Tom Temin: Because in DoD, we’ve talked about cobalt, we’ve talked about assembler, and so on even old Java for that matters. That’s getting pretty long in the tooth in some of that. But in the Defense Department, they have languages, to my knowledge, still running like ADA, and Jovial and all these really obscure languages developed to control systems such as weapons systems and fire control systems. And all of this, are they looking, do you think, to preserve those, or to finally replace that logic with new code?
Dr. Alexey Loginov: I think in due time, I would expect that all of that will get replaced. Now, what’s interesting is that, given how long these systems will last, they need to replace it with so to speak, very modern CC++, but that ancient CC++ will then run 30 years from now. But the ADA is going away little by little and so is Jovial.
Tom Temin: Yeah, because what do they say the final pilots of the B-52’s, for example, are in their infancy. Now, they’re still on bottles and diapers. And so you got to think long term.
Dr. Alexey Loginov: Exactly, exactly.
Tom Temin: Anything else we need to know about this? It sounds fascinating. I mean, how do you go about this? Do you have people coding AI algorithms that will then look at code?

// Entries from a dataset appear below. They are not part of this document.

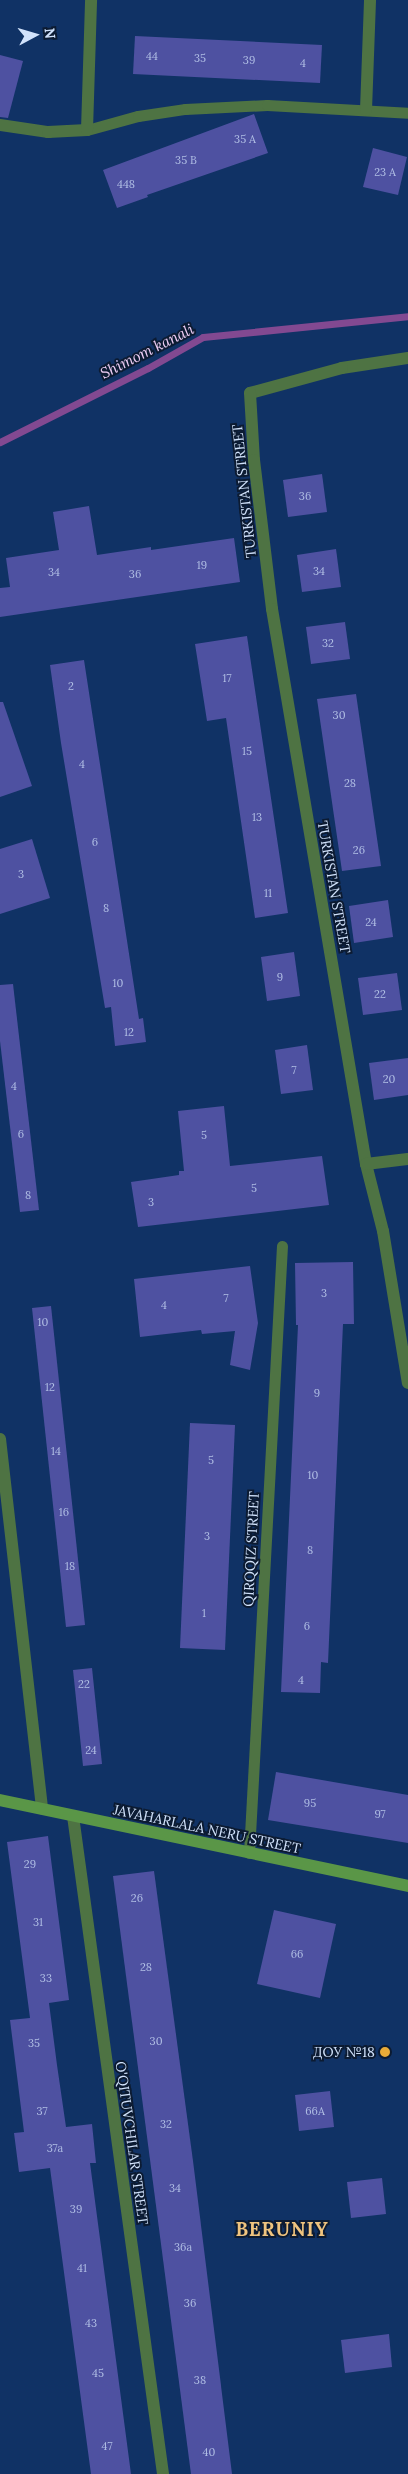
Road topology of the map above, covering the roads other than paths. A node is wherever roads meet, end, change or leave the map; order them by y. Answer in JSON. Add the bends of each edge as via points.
{"nodes":[{"id":1,"x":91,"y":0,"type":"edge"},
{"id":2,"x":370,"y":0,"type":"edge"},
{"id":3,"x":366,"y":110,"type":"junction"},
{"id":4,"x":408,"y":113,"type":"edge"},
{"id":5,"x":0,"y":125,"type":"edge"},
{"id":6,"x":87,"y":130,"type":"junction"},
{"id":7,"x":408,"y":358,"type":"edge"},
{"id":8,"x":408,"y":1159,"type":"edge"},
{"id":9,"x":366,"y":1164,"type":"junction"},
{"id":10,"x":282,"y":1246,"type":"dead end"},
{"id":11,"x":408,"y":1383,"type":"edge"},
{"id":12,"x":0,"y":1439,"type":"edge"},
{"id":13,"x":0,"y":1800,"type":"edge"},
{"id":14,"x":42,"y":1809,"type":"junction"},
{"id":15,"x":73,"y":1816,"type":"junction"},
{"id":16,"x":250,"y":1853,"type":"junction"},
{"id":17,"x":408,"y":1886,"type":"edge"},
{"id":18,"x":163,"y":2474,"type":"edge"}],
"edges":[{"from":1,"to":6,"type":"street"},
{"from":2,"to":3,"type":"street"},
{"from":3,"to":4,"type":"lane"},
{"from":3,"to":6,"type":"lane","via":[[267,105],[184,109],[138,116]]},
{"from":5,"to":6,"type":"street","via":[[48,132]]},
{"from":7,"to":9,"type":"street","name":"TURKISTAN STREET","via":[[342,368],[250,393],[254,460],[272,609]]},
{"from":8,"to":9,"type":"street"},
{"from":9,"to":11,"type":"street","name":"TURKISTAN STREET","via":[[383,1231]]},
{"from":10,"to":16,"type":"lane","name":"QIRQQIZ STREET"},
{"from":12,"to":14,"type":"street"},
{"from":13,"to":14,"type":"street","name":"JAVAHARLALA NERU STREET"},
{"from":14,"to":15,"type":"street","name":"JAVAHARLALA NERU STREET"},
{"from":15,"to":16,"type":"street","name":"JAVAHARLALA NERU STREET"},
{"from":15,"to":18,"type":"street","name":"O'QITUVCHILAR STREET"},
{"from":16,"to":17,"type":"street","name":"JAVAHARLALA NERU STREET"}]}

Dr. Alexey Loginov: One of the big focus points for us is actually to find representative samples of CPS systems, and then find lots of representative collections of mathematical formulas that it would like to play with, and then apply the training. So much of AI and machine learning is about finding a representative corpus of data and applying training on this ground truth, so to speak. The information you know for sure, that’s one of the key steps in applying AI and ML.
Tom Temin: You keep having to work the algorithm against the sample system until the binaries come out the same as the original. Or am I simplifying?
Dr. Alexey Loginov: Maybe slightly, but it’s close to accurate. You keep trying to apply to many different samples and you say, this mathematical formula compiles to this binary. Now, let me train a system to go through from that binary, it gets back that mathematical formula. And if it’s able to reverse the process through training on many, many, many different samples, let’s hope that the first time you see a brand new thing that you hadn’t experienced before, you’ll come very close, if not perfectly correct.
Tom Temin: Got it. And a final question. We touched upon this briefly, but are there cybersecurity enhancement possibilities in this technique?
Dr. Alexey Loginov: Definitely. It can find some potential escape hatches that shouldn’t be there, you can find that, let’s say a mathematical formula has some funny discontinuity, if let’s say it computes that if the temperature is below some number, something good happens, if it’s above something good happens, and in this magic hole, something scary happens. So this is just a silly example I can think of off the top of my head, but if you find those problems, they could be taken advantage of.
Tom Temin: Alexey Loginov is Vice President of Research at GrammaTech. Thanks so much for joining me.
Dr. Alexey Loginov: Thank you very much.